One of the last places I visited during my time in Glasgow was the cathedral, which was founded on the site of St Kentigern’s tomb. The first stone was laid in 1136 and the building was consecrated in 1197. During this period, Bishop Jocelin commissioned Jocelyn of Furness to write The Life of St Kentigern (1185) to encourage devotion to the saint.
The story of Kentigern’s birth is a troubling one. His mother, Teneu, was the daughter of Lleuddun, ruler of Gododdin. Teneu was seduced by Owain, ruler of Rheged, in the guise of a woman. Afterward she became pregnant.
When Lleuddun found out, he threw her off Dumpelder (Traplain Law: a hill in Gododdin, which may have been the seat of power prior to Din Eiddyn; Edinburgh). Luckily she survived and washed up in a coracle on the river Forth at Culross. There Kentigern was born.
Teneu is now revered as a saint. A medieval chapel to her once stood on the site of her grave at present-day St Enoch Square. At the ritual to Epona, I was told the well in the cathedral dedicated to Kentigern as Mungo may originally have been to Teneu. This is backed up the nearby street-name Lady Well Street.
This made me wonder whether Teneu may have been a pre-Christian deity. Owain is often equated with Mabon and his mother is Modron. These names are derived from the pre-Christian deities Maponus ‘the Son’ and Matrona ‘Mother’. In a Welsh romance, Owain courts, acts as a guardian for, and eventually marries ‘The Lady of the Well.’
Combined with her river-journey this suggests Teneu may have been a deity connected with sacred waters. If this is the case, her appalling treatment by both Owain and Lleuddun forms a sad reflection on the transition from a worldview where water-deities were revered and women were treated as equals to patriarchal Christianised society.
Teneu and Kentigern were taken in by Saint Serf, who named the boy Mungo ‘my dear’. Kentigern started preaching when he was twenty-five and built a church where the cathedral now stands. He was then expelled by an anti-Christian movement headed by King Morken, ruler of Strathclyde*.

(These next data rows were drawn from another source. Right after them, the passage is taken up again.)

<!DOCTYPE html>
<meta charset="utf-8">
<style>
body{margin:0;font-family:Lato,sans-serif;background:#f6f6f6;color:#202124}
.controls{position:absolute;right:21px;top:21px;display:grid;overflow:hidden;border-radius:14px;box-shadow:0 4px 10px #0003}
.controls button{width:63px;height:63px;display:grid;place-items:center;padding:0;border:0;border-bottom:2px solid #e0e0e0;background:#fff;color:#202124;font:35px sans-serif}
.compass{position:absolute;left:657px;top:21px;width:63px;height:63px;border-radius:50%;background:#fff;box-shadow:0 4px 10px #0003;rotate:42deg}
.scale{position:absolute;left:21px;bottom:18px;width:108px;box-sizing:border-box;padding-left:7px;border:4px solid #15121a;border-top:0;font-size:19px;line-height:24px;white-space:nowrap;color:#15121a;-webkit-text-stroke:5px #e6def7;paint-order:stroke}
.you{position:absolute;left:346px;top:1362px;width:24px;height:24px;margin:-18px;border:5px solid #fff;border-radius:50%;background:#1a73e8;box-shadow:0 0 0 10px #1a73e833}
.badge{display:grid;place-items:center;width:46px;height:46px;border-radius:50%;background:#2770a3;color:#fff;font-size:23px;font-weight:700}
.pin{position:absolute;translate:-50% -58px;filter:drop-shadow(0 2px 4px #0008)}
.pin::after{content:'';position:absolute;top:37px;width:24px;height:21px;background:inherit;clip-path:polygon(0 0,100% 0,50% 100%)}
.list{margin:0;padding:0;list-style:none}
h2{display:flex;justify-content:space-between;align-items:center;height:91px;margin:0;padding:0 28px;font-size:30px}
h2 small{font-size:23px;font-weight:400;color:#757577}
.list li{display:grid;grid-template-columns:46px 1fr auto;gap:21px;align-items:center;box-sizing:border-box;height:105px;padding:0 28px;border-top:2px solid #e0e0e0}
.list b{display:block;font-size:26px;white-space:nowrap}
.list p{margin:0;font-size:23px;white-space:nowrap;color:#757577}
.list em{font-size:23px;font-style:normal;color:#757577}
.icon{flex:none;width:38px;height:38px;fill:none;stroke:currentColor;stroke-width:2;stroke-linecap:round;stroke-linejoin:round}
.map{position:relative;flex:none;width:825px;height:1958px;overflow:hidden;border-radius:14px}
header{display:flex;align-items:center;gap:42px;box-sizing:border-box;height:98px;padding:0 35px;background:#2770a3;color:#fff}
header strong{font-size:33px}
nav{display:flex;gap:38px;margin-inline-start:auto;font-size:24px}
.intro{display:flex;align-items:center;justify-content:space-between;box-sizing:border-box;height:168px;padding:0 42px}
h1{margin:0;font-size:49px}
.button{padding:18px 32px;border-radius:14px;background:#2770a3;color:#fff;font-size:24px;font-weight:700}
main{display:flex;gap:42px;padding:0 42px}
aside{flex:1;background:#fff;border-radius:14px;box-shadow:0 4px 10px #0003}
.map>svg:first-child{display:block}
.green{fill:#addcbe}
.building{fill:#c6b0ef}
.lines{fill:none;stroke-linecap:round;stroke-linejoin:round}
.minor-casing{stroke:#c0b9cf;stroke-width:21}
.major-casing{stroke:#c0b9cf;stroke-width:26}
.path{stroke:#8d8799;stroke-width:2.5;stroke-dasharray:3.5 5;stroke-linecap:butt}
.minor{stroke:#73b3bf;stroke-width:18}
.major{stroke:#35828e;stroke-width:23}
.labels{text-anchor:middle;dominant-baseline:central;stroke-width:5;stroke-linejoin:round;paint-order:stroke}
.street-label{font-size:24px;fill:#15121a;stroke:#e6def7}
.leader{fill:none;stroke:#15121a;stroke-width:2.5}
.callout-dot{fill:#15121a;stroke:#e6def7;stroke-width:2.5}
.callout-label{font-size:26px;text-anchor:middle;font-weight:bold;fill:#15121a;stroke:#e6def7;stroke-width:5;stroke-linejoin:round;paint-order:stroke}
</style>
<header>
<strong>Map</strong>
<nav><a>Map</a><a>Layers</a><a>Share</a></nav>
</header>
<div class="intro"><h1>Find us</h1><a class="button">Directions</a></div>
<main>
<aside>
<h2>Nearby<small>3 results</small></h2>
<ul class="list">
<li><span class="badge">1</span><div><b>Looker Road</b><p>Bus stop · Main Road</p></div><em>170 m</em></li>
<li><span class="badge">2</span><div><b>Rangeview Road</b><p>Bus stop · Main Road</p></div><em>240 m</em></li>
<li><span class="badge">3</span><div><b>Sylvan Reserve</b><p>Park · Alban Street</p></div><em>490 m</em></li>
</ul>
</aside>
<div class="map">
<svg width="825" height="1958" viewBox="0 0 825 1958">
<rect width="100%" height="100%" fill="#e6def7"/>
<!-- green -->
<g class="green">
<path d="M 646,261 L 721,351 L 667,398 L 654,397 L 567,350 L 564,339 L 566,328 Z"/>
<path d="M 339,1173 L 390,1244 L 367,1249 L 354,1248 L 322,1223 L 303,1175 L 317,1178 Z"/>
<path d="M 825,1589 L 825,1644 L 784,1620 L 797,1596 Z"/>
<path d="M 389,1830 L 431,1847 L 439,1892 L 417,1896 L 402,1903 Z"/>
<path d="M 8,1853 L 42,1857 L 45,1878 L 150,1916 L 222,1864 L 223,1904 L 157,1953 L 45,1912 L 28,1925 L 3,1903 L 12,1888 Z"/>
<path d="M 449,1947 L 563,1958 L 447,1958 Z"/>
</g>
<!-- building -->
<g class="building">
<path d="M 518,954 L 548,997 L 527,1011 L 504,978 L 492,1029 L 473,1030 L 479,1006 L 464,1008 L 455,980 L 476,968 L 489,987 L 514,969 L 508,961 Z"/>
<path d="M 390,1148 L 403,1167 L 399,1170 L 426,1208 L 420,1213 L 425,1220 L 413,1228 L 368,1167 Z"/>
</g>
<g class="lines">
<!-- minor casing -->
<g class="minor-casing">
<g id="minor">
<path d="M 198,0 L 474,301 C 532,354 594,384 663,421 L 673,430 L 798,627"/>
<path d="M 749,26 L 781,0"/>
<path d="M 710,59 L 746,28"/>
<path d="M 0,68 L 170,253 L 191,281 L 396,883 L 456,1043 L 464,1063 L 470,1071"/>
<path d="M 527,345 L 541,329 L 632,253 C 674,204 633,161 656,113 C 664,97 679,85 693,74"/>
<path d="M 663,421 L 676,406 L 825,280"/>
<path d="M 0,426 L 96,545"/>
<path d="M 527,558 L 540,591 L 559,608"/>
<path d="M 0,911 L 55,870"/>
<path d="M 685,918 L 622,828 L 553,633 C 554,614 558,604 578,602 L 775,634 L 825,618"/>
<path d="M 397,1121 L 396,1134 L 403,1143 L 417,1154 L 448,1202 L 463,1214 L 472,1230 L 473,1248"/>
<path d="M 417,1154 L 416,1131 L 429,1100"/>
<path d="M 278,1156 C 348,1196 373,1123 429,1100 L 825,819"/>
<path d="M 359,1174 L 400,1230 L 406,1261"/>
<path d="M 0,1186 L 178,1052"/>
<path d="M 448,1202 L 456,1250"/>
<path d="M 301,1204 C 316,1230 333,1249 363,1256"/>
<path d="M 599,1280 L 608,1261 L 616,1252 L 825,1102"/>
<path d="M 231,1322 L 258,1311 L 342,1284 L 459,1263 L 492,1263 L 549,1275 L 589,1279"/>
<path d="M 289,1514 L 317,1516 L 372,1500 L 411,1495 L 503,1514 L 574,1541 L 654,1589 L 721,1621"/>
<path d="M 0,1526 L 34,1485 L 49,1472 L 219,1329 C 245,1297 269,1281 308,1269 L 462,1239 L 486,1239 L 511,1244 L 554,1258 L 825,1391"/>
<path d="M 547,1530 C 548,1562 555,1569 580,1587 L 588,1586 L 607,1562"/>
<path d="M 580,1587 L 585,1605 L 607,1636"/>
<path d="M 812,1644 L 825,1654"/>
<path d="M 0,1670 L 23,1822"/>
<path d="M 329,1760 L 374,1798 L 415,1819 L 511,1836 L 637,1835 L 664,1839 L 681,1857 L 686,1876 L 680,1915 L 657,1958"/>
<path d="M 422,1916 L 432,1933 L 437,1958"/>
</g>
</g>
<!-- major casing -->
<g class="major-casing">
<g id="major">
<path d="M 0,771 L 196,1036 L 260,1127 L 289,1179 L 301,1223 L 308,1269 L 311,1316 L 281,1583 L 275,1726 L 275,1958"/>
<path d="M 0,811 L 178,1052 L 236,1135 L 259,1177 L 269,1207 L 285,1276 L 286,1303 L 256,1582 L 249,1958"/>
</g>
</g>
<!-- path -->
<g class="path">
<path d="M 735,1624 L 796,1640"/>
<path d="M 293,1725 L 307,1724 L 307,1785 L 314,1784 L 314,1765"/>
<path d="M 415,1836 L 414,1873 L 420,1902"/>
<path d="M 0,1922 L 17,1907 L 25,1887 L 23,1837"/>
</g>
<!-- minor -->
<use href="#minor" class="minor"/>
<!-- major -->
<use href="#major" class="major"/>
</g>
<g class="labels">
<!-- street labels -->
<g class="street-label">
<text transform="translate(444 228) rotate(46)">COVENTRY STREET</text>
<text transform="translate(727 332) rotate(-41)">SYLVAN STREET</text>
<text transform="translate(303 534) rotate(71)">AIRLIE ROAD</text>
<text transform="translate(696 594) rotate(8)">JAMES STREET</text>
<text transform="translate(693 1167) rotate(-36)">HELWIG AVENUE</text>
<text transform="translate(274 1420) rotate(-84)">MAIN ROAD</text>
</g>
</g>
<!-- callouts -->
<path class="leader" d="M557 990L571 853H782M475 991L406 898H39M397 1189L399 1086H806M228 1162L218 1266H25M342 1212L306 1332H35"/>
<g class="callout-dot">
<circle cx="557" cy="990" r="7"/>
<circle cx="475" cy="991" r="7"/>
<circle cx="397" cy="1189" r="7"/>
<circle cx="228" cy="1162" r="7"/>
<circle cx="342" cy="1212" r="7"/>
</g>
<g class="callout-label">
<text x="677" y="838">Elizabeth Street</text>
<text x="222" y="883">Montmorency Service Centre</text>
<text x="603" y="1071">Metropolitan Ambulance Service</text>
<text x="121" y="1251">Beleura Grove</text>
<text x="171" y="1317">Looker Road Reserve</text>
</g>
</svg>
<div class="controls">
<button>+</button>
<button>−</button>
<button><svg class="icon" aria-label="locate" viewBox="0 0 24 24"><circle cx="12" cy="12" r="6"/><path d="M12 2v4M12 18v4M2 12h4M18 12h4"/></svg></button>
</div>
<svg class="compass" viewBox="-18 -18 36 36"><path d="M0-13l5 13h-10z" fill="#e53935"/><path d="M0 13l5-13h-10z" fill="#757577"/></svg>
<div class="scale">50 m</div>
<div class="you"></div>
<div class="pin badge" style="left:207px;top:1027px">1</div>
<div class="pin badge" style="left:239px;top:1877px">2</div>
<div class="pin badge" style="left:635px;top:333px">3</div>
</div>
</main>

Kentigern fled to Wales until called back by Strathclyde’s new Christian ruler, Rhydderch Hael, after the Battle of Arfderydd in 573. Rhydderch’s defeat of the pagan ruler, Gwenddolau, formed a precedent for St Kentigern’s conversion of the people of Hoddom, who were said to have worshipped Woden**. Kentigern then returned to Glasgow.

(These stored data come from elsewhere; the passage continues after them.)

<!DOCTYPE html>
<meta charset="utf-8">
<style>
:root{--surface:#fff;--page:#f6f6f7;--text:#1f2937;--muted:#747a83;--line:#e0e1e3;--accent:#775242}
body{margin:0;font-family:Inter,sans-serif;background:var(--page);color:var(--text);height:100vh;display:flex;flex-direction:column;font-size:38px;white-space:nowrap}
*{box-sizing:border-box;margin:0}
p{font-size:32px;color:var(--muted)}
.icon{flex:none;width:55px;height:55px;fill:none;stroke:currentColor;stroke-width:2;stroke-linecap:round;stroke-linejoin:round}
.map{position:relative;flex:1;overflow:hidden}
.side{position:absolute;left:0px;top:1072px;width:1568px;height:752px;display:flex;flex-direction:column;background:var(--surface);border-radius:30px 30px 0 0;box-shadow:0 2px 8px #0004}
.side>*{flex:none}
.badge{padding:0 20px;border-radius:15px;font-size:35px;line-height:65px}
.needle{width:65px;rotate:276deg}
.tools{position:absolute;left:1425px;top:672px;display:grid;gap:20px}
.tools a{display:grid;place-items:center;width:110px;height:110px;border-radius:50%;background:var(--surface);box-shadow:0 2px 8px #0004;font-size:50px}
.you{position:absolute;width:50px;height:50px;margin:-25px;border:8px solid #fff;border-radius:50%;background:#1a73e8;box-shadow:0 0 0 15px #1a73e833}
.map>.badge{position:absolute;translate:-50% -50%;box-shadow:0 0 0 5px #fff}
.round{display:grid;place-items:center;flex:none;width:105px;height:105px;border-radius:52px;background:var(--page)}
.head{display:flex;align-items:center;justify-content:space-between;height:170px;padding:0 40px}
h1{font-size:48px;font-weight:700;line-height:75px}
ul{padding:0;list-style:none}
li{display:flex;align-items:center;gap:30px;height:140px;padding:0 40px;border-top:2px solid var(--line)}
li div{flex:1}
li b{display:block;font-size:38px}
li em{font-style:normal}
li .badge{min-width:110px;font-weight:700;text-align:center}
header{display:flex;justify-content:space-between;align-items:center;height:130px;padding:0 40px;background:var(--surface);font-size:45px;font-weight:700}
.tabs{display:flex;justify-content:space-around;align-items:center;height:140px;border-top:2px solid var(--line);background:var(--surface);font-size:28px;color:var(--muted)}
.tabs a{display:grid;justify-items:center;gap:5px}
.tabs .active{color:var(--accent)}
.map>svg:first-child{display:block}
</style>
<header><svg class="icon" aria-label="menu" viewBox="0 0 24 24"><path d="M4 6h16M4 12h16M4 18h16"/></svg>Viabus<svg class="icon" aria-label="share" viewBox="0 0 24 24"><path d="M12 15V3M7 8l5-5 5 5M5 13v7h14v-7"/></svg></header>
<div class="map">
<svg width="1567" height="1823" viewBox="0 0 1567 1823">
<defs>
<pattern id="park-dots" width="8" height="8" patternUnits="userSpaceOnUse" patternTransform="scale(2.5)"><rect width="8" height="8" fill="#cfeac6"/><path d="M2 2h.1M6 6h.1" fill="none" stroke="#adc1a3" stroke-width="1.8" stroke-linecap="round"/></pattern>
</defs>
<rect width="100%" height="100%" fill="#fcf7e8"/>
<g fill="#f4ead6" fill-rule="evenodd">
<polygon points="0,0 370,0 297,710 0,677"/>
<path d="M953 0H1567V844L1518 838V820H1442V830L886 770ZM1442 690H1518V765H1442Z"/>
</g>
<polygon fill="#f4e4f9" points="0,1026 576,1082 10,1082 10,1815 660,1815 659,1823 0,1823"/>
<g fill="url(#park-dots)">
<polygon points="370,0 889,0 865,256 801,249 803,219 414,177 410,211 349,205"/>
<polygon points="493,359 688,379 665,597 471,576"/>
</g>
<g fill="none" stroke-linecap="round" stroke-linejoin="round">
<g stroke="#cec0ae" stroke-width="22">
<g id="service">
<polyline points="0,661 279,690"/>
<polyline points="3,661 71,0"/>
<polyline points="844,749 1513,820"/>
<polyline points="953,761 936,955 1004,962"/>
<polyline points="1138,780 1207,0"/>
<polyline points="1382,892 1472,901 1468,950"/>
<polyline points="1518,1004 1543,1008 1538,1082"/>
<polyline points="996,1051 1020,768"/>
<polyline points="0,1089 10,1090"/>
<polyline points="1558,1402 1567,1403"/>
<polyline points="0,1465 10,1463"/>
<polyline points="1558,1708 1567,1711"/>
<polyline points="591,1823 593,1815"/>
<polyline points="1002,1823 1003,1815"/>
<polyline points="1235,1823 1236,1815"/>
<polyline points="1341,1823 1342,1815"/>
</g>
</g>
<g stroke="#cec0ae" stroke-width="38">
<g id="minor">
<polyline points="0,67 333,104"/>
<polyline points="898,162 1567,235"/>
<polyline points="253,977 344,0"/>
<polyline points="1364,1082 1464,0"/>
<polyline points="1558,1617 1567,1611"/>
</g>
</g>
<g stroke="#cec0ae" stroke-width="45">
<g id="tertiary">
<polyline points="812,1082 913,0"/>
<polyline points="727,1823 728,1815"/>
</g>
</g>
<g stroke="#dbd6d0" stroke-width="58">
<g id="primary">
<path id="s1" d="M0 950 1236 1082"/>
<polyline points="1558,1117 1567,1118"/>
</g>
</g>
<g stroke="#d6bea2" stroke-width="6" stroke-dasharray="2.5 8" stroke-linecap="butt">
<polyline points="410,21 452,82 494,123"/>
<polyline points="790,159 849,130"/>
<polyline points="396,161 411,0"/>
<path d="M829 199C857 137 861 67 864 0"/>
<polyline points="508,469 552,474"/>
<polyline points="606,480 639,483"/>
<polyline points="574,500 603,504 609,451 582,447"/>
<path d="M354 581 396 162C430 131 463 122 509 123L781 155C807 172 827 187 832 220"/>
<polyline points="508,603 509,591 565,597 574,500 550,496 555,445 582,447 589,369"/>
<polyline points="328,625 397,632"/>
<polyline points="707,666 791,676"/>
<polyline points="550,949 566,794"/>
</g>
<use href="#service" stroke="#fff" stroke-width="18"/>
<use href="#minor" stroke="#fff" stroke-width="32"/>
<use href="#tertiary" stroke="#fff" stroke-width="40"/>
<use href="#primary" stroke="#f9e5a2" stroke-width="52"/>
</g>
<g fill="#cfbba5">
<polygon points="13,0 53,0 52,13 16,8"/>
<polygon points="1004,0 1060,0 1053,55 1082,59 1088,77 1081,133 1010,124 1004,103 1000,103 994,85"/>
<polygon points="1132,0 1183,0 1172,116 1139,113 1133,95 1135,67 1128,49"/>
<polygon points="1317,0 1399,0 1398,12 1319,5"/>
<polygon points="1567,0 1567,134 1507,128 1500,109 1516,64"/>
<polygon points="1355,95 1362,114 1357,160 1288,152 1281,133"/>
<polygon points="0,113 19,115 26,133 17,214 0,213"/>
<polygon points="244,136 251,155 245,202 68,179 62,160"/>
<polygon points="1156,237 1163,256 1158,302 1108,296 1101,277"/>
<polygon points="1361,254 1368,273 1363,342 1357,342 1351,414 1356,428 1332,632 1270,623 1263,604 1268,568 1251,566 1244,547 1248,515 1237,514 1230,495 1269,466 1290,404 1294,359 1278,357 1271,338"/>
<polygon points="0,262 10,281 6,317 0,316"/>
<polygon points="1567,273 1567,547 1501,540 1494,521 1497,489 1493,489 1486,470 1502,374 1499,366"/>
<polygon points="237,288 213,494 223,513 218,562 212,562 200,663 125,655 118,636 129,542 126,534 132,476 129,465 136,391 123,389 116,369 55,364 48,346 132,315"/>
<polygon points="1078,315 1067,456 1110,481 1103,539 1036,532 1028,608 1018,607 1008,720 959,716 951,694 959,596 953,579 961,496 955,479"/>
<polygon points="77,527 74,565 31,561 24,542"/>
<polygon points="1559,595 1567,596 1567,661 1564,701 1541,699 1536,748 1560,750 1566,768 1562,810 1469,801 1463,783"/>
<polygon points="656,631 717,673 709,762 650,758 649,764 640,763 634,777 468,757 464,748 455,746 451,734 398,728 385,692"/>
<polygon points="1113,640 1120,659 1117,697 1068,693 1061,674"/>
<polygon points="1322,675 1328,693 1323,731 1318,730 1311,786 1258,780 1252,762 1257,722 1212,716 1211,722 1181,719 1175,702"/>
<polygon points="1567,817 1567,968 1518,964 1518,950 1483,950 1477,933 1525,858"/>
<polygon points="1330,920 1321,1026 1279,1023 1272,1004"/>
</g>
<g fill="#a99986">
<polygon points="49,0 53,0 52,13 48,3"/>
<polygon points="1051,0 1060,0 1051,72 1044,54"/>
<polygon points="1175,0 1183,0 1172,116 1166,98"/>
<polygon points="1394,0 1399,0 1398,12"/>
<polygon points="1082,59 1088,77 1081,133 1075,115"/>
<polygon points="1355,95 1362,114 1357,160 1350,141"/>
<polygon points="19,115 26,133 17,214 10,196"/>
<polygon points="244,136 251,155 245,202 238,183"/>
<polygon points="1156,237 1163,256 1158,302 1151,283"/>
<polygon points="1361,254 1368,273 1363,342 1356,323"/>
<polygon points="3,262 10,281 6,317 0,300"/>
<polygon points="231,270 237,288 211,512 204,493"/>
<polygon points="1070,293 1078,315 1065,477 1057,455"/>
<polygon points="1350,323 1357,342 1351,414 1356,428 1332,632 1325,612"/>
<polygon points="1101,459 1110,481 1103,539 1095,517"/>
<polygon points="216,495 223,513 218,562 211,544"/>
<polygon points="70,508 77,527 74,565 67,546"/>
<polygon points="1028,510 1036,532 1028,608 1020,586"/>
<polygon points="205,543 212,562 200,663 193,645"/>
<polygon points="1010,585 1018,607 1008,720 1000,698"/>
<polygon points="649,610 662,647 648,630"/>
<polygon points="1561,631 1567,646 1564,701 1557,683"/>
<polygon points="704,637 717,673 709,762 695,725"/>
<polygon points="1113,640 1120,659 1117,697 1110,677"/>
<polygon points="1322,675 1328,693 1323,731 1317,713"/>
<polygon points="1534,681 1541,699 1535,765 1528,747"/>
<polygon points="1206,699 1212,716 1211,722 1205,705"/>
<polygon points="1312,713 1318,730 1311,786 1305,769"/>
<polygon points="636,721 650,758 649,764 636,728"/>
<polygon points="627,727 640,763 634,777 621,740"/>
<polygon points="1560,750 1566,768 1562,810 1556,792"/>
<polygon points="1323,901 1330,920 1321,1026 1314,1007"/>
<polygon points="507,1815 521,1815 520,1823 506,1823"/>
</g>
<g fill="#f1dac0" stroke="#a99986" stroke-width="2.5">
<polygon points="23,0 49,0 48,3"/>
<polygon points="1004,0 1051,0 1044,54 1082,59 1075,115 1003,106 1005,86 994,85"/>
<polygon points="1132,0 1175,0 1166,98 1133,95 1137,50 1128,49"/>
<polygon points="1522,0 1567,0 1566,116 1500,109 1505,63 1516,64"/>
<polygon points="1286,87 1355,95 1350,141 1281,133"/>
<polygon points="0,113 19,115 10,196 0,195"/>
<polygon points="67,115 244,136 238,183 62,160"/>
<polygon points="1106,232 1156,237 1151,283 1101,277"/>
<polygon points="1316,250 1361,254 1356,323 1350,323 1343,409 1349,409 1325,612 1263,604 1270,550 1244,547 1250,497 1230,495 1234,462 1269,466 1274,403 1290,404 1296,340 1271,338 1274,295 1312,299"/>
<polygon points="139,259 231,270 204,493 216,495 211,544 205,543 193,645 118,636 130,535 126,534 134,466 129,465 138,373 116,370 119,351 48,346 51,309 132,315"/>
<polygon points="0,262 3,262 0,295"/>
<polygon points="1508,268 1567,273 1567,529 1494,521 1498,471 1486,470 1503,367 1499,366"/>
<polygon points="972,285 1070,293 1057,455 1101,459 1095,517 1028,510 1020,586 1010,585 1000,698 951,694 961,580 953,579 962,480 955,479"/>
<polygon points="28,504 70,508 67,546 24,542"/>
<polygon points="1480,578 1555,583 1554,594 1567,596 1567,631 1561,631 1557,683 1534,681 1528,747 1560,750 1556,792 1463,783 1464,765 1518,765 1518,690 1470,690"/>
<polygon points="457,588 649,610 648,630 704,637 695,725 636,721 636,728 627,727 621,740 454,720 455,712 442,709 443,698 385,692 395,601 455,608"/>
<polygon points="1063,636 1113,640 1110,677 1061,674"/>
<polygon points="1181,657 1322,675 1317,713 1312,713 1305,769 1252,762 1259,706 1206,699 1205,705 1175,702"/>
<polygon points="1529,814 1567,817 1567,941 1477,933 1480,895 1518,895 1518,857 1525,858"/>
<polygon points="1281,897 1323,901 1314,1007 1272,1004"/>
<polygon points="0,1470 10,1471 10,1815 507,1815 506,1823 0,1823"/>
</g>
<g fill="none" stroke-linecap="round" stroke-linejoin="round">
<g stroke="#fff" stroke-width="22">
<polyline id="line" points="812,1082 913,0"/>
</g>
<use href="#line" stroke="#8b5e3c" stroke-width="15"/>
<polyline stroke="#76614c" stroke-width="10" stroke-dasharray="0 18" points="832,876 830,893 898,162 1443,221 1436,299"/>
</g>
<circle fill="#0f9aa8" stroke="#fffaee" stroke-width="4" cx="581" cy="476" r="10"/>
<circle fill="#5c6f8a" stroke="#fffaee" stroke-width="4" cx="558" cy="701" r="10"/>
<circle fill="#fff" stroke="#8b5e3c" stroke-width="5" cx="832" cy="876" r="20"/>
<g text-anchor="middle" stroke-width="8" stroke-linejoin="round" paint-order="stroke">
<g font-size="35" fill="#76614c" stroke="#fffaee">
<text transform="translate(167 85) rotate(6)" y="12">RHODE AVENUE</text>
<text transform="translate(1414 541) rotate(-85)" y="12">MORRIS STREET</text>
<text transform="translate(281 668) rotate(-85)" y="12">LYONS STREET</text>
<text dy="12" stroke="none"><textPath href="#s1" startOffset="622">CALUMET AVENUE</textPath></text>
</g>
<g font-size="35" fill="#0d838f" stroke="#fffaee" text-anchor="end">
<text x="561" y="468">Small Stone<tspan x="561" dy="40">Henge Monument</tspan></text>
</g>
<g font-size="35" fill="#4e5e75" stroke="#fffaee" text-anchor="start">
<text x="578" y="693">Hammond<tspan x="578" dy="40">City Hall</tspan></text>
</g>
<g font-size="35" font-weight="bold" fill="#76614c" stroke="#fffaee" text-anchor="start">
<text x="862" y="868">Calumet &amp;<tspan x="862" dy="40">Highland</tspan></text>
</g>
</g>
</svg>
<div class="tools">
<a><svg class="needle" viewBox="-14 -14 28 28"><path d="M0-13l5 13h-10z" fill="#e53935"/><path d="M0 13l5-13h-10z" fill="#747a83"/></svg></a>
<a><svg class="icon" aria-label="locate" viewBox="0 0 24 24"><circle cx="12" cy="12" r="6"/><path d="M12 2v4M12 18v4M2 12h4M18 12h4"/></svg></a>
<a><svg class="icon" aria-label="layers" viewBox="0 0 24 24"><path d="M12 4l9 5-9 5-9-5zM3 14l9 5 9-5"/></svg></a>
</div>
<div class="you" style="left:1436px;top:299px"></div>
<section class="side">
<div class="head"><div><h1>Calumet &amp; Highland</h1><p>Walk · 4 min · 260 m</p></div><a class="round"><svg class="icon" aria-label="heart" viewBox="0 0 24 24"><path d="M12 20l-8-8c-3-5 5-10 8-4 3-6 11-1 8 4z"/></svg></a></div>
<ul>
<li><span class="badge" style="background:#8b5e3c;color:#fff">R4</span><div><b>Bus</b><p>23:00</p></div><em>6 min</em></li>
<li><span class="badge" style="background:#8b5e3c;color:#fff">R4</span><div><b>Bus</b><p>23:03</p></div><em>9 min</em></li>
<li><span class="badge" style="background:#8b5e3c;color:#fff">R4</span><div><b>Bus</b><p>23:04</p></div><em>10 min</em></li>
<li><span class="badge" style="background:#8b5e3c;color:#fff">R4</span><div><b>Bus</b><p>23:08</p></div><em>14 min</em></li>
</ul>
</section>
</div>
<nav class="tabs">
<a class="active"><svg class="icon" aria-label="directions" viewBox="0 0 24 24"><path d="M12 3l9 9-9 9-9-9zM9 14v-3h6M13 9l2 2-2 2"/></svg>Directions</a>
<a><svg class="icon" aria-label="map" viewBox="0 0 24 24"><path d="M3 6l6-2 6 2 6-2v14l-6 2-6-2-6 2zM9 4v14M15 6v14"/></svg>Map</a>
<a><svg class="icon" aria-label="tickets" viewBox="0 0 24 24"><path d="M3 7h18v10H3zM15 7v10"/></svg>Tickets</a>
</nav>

Whilst praying in the wilderness, Kentigern met Lailoken (Myrddin Wyllt) who spoke of the source of his ‘madness’: a vision of host of warriors in the sky after the Battle of Arfderydd and being ‘torn out of himself’ by an evil spirit and assigned ‘to the wild things of the woods’.
Afterward, Lailoken followed Kentigern back to Glasgow and took to prophesying from a steep rock above Molendinar Burn (unfortunately covered over in the 1870’s and now beneath Wishart Street) north of the church.
Little heed was paid to his words because they were obscure and unintelligible and he refused to repeat himself. However, some of his ‘apparently idle remarks’ were written down. I wonder whether these lost fragments, passed on orally, could have formed the basis for the prophetic poems attributed to Myrddin in The Black Book of Carmarthen?
Just north of Glasgow Cathedral, Lailoken predicted his ‘three-fold’ death and supposedly begged Kentigern for communion before he met his end.
Kentigern’s miracles are depicted outside and within the cathedral and on Glasgow’s Coat of Arms: a robin he brought back to life, a hazel tree from which he started a fire, and a bell he brought back from Rome. Most curious is a fish which swallowed a ring, belonging to Rhydderch’s wife, Languoreth. Rhydderch is said to have thrown her ring into water with the purpose of proving she had given it to a lover. By ordering one of his monks to catch the fish, Kentigern saved her from execution.
Perhaps Kentigern’s compassion resulted from knowledge of his mother’s near execution at the hands of his grandfather?
In his old age Kentigern became increasingly debilitated to the point his chin needed to be tied up with a bandage. He is said to have died in the bath on Sunday 13th of January in 614.
*An alternative king list does not name Morken but Tutagual, Rhydderch Hael’s father as his predecessor to the rulership of Stratchclyde.
**This seems to be an anachronism because the Anglo-Saxons had not arrived in south-west Scotland in the 6th century.